D’ailleurs, un vote sur la question de la marijuana est prévu à l’automne dans plusieurs États : en Arizona, au New Jersey, au Dakota du Sud et peut-être au Montana. "Tous ceux qui croient que Biden va annoncer un grand changement de positionnement sur cette question seront déçus", ont indiqué plusieurs collaborateurs de Joe Biden au magazine américain.

Si le compte de Joe Biden tweetait : 'Legal. Weed (marijuana).', il obtiendrait un million de 'likes' dans les deux heures

Pourtant le lieutenant-gouverneur de Pennsylvanie tape sur le clou : "Faites-le", a dit M. Fetterman. Faites-le, ne serait-ce que pour obtenir les votes de la Pennsylvanie (un "swing state", état "charnière" où se joue généralement les élections) à et vous rapprocher ainsi de la Maison Blanche.

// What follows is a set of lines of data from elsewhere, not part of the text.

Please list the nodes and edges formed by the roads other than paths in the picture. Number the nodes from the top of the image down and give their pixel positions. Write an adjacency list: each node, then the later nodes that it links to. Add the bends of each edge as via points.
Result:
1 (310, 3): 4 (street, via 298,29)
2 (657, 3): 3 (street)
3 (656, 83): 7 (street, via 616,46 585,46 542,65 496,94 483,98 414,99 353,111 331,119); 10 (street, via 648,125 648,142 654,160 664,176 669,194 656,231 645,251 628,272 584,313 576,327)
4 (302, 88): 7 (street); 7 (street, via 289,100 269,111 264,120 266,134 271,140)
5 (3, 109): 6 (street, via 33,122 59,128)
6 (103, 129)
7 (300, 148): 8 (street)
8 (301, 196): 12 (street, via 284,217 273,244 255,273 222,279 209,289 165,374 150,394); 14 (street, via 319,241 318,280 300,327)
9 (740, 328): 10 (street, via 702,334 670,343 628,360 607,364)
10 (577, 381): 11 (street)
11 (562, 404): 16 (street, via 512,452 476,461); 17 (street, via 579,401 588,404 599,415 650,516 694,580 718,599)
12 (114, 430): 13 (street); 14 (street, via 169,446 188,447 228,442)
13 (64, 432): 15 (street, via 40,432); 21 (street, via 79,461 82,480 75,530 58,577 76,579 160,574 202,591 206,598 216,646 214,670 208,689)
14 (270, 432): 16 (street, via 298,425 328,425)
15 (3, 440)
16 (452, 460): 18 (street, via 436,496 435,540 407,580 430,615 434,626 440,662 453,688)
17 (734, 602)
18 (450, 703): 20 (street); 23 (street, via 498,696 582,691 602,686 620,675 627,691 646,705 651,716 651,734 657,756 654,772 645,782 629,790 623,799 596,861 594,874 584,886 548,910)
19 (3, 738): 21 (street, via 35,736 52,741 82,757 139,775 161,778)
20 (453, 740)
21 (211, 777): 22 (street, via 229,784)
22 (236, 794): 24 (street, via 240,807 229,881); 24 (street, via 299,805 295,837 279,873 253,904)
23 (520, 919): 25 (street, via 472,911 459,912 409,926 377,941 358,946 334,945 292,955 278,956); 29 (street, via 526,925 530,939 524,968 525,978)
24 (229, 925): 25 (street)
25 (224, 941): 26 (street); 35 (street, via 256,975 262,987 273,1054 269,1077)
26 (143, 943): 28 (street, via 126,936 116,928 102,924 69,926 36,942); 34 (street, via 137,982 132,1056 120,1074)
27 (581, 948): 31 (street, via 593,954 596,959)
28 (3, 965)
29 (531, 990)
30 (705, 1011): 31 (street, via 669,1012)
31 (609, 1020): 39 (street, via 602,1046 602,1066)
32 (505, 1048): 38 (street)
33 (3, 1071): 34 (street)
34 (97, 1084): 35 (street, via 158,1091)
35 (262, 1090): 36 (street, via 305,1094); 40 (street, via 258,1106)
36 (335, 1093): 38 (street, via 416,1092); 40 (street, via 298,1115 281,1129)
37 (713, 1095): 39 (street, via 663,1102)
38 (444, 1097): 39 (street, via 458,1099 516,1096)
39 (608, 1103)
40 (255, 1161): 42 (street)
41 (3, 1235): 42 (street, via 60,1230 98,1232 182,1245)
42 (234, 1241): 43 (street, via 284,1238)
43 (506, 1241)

"Si le compte de Joe Biden tweetait : 'Legal. Weed (marijuana).', il obtiendrait un million de 'likes' dans les deux heures. Je le garantis. Et personne ne va accuser oncle Joe d’être un drogué", insiste John Fetterman auprès de The Atlantic. "Si vous pensez que l’herbe est le tabac du diable, vous ne voterez pas pour Biden de toute façon."

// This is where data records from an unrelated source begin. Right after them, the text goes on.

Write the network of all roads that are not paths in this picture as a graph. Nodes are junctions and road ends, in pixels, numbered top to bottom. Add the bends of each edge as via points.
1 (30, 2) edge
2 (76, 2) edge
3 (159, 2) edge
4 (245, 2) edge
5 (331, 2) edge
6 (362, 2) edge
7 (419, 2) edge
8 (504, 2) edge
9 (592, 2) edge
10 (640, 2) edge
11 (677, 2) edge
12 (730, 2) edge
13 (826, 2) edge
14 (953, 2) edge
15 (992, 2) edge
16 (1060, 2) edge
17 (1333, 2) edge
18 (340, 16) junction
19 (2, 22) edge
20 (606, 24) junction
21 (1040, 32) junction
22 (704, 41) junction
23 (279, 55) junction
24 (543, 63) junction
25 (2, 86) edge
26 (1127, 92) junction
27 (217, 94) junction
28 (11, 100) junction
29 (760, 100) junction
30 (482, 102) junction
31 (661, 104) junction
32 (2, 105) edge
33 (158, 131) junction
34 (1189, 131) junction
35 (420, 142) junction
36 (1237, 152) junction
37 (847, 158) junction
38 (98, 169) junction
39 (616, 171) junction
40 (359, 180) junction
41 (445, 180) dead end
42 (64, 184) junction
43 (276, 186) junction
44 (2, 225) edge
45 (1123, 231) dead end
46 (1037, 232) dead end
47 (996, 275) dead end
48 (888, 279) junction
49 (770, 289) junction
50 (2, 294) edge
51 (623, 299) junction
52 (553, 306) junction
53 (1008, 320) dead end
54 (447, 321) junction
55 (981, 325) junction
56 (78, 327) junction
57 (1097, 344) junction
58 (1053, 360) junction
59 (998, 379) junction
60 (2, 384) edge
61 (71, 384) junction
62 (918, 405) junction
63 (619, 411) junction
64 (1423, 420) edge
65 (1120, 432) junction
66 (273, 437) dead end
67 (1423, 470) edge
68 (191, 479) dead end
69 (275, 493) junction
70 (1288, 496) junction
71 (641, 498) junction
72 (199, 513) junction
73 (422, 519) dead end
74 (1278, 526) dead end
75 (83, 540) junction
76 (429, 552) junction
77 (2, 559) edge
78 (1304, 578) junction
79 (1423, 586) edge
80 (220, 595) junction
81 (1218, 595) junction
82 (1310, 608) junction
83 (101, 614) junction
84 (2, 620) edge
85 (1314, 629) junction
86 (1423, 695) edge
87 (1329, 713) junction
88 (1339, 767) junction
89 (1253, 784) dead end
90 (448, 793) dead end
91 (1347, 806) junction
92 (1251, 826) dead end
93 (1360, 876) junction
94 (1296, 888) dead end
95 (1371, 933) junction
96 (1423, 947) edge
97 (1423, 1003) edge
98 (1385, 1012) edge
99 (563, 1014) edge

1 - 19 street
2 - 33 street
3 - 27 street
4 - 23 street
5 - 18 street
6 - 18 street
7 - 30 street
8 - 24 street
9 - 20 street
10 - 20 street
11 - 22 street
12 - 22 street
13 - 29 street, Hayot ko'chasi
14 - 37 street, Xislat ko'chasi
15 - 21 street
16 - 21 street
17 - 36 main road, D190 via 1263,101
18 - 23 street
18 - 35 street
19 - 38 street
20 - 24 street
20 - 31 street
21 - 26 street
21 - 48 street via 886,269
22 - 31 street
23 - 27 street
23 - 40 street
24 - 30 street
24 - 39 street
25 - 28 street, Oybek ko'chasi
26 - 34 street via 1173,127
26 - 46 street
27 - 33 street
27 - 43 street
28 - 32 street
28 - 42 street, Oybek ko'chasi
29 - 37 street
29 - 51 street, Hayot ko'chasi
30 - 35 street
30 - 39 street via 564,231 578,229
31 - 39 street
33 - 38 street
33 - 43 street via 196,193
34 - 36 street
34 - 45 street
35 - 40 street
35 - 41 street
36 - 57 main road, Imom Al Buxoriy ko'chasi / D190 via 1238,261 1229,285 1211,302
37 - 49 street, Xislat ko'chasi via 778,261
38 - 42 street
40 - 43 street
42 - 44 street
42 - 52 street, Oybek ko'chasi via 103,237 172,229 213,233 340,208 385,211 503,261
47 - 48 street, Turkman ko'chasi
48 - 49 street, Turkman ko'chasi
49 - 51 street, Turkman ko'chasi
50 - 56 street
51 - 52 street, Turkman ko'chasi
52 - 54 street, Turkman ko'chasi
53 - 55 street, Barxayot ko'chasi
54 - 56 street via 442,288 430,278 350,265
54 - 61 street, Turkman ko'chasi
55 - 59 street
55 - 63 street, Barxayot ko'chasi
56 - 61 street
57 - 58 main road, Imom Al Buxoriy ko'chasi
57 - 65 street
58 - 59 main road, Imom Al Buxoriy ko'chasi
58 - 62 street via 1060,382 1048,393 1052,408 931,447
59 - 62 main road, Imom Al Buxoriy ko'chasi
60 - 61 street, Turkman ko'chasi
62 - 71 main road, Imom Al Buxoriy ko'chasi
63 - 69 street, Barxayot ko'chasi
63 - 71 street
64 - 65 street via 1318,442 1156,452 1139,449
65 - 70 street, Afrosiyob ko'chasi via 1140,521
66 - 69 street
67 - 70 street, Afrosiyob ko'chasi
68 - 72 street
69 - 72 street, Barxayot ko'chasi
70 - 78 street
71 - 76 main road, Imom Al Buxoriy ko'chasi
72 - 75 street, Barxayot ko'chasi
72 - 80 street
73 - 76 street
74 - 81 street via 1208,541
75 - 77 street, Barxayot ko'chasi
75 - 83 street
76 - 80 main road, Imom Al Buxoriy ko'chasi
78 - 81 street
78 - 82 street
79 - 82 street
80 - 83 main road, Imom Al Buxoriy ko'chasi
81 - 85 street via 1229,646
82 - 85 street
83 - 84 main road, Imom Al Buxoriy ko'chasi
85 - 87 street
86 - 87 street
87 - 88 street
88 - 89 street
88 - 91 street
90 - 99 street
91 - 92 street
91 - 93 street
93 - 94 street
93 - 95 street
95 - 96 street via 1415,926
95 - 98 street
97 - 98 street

Mais à l’heure actuelle, pas de changement de cap à l’horizon. À moins qu’une étude "définitive" pour objectiver les conséquences de la marijuana en termes de Santé ne paraisse dans les semaines à venir. Et que cela rassure suffisamment le candidat démocrate pour infléchir sa position dans ce débat crucial en termes électoraux.